Provided data Block Start

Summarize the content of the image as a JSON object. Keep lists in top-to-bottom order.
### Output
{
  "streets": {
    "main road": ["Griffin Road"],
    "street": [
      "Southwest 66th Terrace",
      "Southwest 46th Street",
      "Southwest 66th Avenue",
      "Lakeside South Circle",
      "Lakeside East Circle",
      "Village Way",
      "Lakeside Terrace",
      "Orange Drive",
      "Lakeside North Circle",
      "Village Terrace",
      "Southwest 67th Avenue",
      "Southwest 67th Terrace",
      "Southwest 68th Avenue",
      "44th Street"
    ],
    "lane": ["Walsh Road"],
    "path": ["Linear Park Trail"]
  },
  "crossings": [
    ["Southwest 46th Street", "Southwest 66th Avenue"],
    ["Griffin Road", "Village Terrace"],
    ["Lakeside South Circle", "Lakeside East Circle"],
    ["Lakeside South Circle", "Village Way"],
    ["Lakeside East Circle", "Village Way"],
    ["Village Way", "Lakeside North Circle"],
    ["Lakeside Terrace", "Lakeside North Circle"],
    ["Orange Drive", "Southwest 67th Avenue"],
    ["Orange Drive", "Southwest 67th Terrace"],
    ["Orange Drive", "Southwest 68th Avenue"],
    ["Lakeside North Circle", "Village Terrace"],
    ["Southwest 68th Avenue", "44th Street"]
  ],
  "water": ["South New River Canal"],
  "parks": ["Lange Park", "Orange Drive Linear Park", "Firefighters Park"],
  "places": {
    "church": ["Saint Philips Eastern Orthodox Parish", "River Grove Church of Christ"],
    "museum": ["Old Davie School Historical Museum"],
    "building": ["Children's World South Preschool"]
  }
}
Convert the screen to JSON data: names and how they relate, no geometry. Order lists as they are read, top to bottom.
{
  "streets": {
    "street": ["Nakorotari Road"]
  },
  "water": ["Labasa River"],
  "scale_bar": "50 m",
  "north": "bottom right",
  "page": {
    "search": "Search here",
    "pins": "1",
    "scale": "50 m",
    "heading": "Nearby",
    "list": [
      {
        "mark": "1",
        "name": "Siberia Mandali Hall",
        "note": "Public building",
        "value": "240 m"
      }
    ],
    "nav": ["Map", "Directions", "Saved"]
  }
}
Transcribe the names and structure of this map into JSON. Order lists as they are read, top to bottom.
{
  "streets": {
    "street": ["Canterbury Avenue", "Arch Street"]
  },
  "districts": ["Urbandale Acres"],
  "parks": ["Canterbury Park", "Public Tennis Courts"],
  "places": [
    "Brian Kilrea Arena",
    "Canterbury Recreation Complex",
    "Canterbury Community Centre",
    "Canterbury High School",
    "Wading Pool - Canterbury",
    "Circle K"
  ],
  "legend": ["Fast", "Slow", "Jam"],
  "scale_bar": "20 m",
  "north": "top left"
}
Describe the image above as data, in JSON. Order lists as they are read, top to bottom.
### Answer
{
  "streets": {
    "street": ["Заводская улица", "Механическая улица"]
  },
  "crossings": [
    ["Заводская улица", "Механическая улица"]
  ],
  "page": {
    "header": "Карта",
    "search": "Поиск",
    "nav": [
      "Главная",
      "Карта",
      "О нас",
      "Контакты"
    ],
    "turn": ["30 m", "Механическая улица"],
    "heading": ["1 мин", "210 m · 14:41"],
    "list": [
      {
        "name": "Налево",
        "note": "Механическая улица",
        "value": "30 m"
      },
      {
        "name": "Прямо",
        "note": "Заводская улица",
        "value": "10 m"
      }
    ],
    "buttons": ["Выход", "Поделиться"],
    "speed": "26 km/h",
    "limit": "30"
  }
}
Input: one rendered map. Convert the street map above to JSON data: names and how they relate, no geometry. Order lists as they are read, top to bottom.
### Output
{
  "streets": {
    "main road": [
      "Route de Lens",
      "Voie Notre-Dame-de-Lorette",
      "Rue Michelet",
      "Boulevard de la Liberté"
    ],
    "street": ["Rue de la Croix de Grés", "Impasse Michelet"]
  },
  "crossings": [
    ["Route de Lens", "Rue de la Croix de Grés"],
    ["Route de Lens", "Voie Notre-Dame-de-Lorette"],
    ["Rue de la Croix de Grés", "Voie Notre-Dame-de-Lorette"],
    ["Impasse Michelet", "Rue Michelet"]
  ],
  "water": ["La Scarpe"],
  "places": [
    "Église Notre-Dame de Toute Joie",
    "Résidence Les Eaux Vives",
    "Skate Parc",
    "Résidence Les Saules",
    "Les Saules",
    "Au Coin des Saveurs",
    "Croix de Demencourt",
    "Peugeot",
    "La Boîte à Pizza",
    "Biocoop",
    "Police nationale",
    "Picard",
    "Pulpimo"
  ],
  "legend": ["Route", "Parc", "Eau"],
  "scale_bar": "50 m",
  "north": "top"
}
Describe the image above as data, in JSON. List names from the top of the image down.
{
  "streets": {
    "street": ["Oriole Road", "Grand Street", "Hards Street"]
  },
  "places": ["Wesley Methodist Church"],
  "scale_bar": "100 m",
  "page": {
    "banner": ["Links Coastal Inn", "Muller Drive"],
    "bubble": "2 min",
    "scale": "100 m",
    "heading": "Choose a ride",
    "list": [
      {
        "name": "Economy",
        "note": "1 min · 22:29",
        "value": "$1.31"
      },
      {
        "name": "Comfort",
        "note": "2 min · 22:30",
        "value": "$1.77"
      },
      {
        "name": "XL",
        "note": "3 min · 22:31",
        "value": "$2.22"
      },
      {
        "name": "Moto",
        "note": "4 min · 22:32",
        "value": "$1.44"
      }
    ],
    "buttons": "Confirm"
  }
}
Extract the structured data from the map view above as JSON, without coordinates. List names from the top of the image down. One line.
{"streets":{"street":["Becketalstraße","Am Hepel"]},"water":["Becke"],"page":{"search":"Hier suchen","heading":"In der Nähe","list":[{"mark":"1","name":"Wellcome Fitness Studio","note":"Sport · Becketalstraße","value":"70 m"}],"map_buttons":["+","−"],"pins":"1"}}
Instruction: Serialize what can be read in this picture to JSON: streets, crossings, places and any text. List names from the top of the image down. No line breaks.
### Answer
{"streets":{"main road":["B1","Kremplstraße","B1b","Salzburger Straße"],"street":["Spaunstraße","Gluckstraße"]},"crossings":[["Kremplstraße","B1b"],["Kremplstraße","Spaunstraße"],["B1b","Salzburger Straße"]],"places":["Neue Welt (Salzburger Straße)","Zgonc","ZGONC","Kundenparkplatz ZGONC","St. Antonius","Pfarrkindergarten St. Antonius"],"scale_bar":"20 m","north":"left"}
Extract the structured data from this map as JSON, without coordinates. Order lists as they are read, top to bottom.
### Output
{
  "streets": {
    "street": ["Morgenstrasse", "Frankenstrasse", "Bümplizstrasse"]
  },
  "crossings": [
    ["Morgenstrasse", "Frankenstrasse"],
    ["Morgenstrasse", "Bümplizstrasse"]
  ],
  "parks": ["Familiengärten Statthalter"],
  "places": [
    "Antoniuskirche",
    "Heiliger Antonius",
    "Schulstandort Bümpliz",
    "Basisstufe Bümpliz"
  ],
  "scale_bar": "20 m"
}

Provided data Block End

▶ _Task_
In full and without changes, give the data above once more.

▶ _Task answer_
Summarize the content of the image as a JSON object. Keep lists in top-to-bottom order.
### Output
{
  "streets": {
    "main road": ["Griffin Road"],
    "street": [
      "Southwest 66th Terrace",
      "Southwest 46th Street",
      "Southwest 66th Avenue",
      "Lakeside South Circle",
      "Lakeside East Circle",
      "Village Way",
      "Lakeside Terrace",
      "Orange Drive",
      "Lakeside North Circle",
      "Village Terrace",
      "Southwest 67th Avenue",
      "Southwest 67th Terrace",
      "Southwest 68th Avenue",
      "44th Street"
    ],
    "lane": ["Walsh Road"],
    "path": ["Linear Park Trail"]
  },
  "crossings": [
    ["Southwest 46th Street", "Southwest 66th Avenue"],
    ["Griffin Road", "Village Terrace"],
    ["Lakeside South Circle", "Lakeside East Circle"],
    ["Lakeside South Circle", "Village Way"],
    ["Lakeside East Circle", "Village Way"],
    ["Village Way", "Lakeside North Circle"],
    ["Lakeside Terrace", "Lakeside North Circle"],
    ["Orange Drive", "Southwest 67th Avenue"],
    ["Orange Drive", "Southwest 67th Terrace"],
    ["Orange Drive", "Southwest 68th Avenue"],
    ["Lakeside North Circle", "Village Terrace"],
    ["Southwest 68th Avenue", "44th Street"]
  ],
  "water": ["South New River Canal"],
  "parks": ["Lange Park", "Orange Drive Linear Park", "Firefighters Park"],
  "places": {
    "church": ["Saint Philips Eastern Orthodox Parish", "River Grove Church of Christ"],
    "museum": ["Old Davie School Historical Museum"],
    "building": ["Children's World South Preschool"]
  }
}
Convert the screen to JSON data: names and how they relate, no geometry. Order lists as they are read, top to bottom.
{
  "streets": {
    "street": ["Nakorotari Road"]
  },
  "water": ["Labasa River"],
  "scale_bar": "50 m",
  "north": "bottom right",
  "page": {
    "search": "Search here",
    "pins": "1",
    "scale": "50 m",
    "heading": "Nearby",
    "list": [
      {
        "mark": "1",
        "name": "Siberia Mandali Hall",
        "note": "Public building",
        "value": "240 m"
      }
    ],
    "nav": ["Map", "Directions", "Saved"]
  }
}
Transcribe the names and structure of this map into JSON. Order lists as they are read, top to bottom.
{
  "streets": {
    "street": ["Canterbury Avenue", "Arch Street"]
  },
  "districts": ["Urbandale Acres"],
  "parks": ["Canterbury Park", "Public Tennis Courts"],
  "places": [
    "Brian Kilrea Arena",
    "Canterbury Recreation Complex",
    "Canterbury Community Centre",
    "Canterbury High School",
    "Wading Pool - Canterbury",
    "Circle K"
  ],
  "legend": ["Fast", "Slow", "Jam"],
  "scale_bar": "20 m",
  "north": "top left"
}
Describe the image above as data, in JSON. Order lists as they are read, top to bottom.
### Answer
{
  "streets": {
    "street": ["Заводская улица", "Механическая улица"]
  },
  "crossings": [
    ["Заводская улица", "Механическая улица"]
  ],
  "page": {
    "header": "Карта",
    "search": "Поиск",
    "nav": [
      "Главная",
      "Карта",
      "О нас",
      "Контакты"
    ],
    "turn": ["30 m", "Механическая улица"],
    "heading": ["1 мин", "210 m · 14:41"],
    "list": [
      {
        "name": "Налево",
        "note": "Механическая улица",
        "value": "30 m"
      },
      {
        "name": "Прямо",
        "note": "Заводская улица",
        "value": "10 m"
      }
    ],
    "buttons": ["Выход", "Поделиться"],
    "speed": "26 km/h",
    "limit": "30"
  }
}
Input: one rendered map. Convert the street map above to JSON data: names and how they relate, no geometry. Order lists as they are read, top to bottom.
### Output
{
  "streets": {
    "main road": [
      "Route de Lens",
      "Voie Notre-Dame-de-Lorette",
      "Rue Michelet",
      "Boulevard de la Liberté"
    ],
    "street": ["Rue de la Croix de Grés", "Impasse Michelet"]
  },
  "crossings": [
    ["Route de Lens", "Rue de la Croix de Grés"],
    ["Route de Lens", "Voie Notre-Dame-de-Lorette"],
    ["Rue de la Croix de Grés", "Voie Notre-Dame-de-Lorette"],
    ["Impasse Michelet", "Rue Michelet"]
  ],
  "water": ["La Scarpe"],
  "places": [
    "Église Notre-Dame de Toute Joie",
    "Résidence Les Eaux Vives",
    "Skate Parc",
    "Résidence Les Saules",
    "Les Saules",
    "Au Coin des Saveurs",
    "Croix de Demencourt",
    "Peugeot",
    "La Boîte à Pizza",
    "Biocoop",
    "Police nationale",
    "Picard",
    "Pulpimo"
  ],
  "legend": ["Route", "Parc", "Eau"],
  "scale_bar": "50 m",
  "north": "top"
}
Describe the image above as data, in JSON. List names from the top of the image down.
{
  "streets": {
    "street": ["Oriole Road", "Grand Street", "Hards Street"]
  },
  "places": ["Wesley Methodist Church"],
  "scale_bar": "100 m",
  "page": {
    "banner": ["Links Coastal Inn", "Muller Drive"],
    "bubble": "2 min",
    "scale": "100 m",
    "heading": "Choose a ride",
    "list": [
      {
        "name": "Economy",
        "note": "1 min · 22:29",
        "value": "$1.31"
      },
      {
        "name": "Comfort",
        "note": "2 min · 22:30",
        "value": "$1.77"
      },
      {
        "name": "XL",
        "note": "3 min · 22:31",
        "value": "$2.22"
      },
      {
        "name": "Moto",
        "note": "4 min · 22:32",
        "value": "$1.44"
      }
    ],
    "buttons": "Confirm"
  }
}
Extract the structured data from the map view above as JSON, without coordinates. List names from the top of the image down. One line.
{"streets":{"street":["Becketalstraße","Am Hepel"]},"water":["Becke"],"page":{"search":"Hier suchen","heading":"In der Nähe","list":[{"mark":"1","name":"Wellcome Fitness Studio","note":"Sport · Becketalstraße","value":"70 m"}],"map_buttons":["+","−"],"pins":"1"}}
Instruction: Serialize what can be read in this picture to JSON: streets, crossings, places and any text. List names from the top of the image down. No line breaks.
### Answer
{"streets":{"main road":["B1","Kremplstraße","B1b","Salzburger Straße"],"street":["Spaunstraße","Gluckstraße"]},"crossings":[["Kremplstraße","B1b"],["Kremplstraße","Spaunstraße"],["B1b","Salzburger Straße"]],"places":["Neue Welt (Salzburger Straße)","Zgonc","ZGONC","Kundenparkplatz ZGONC","St. Antonius","Pfarrkindergarten St. Antonius"],"scale_bar":"20 m","north":"left"}
Extract the structured data from this map as JSON, without coordinates. Order lists as they are read, top to bottom.
### Output
{
  "streets": {
    "street": ["Morgenstrasse", "Frankenstrasse", "Bümplizstrasse"]
  },
  "crossings": [
    ["Morgenstrasse", "Frankenstrasse"],
    ["Morgenstrasse", "Bümplizstrasse"]
  ],
  "parks": ["Familiengärten Statthalter"],
  "places": [
    "Antoniuskirche",
    "Heiliger Antonius",
    "Schulstandort Bümpliz",
    "Basisstufe Bümpliz"
  ],
  "scale_bar": "20 m"
}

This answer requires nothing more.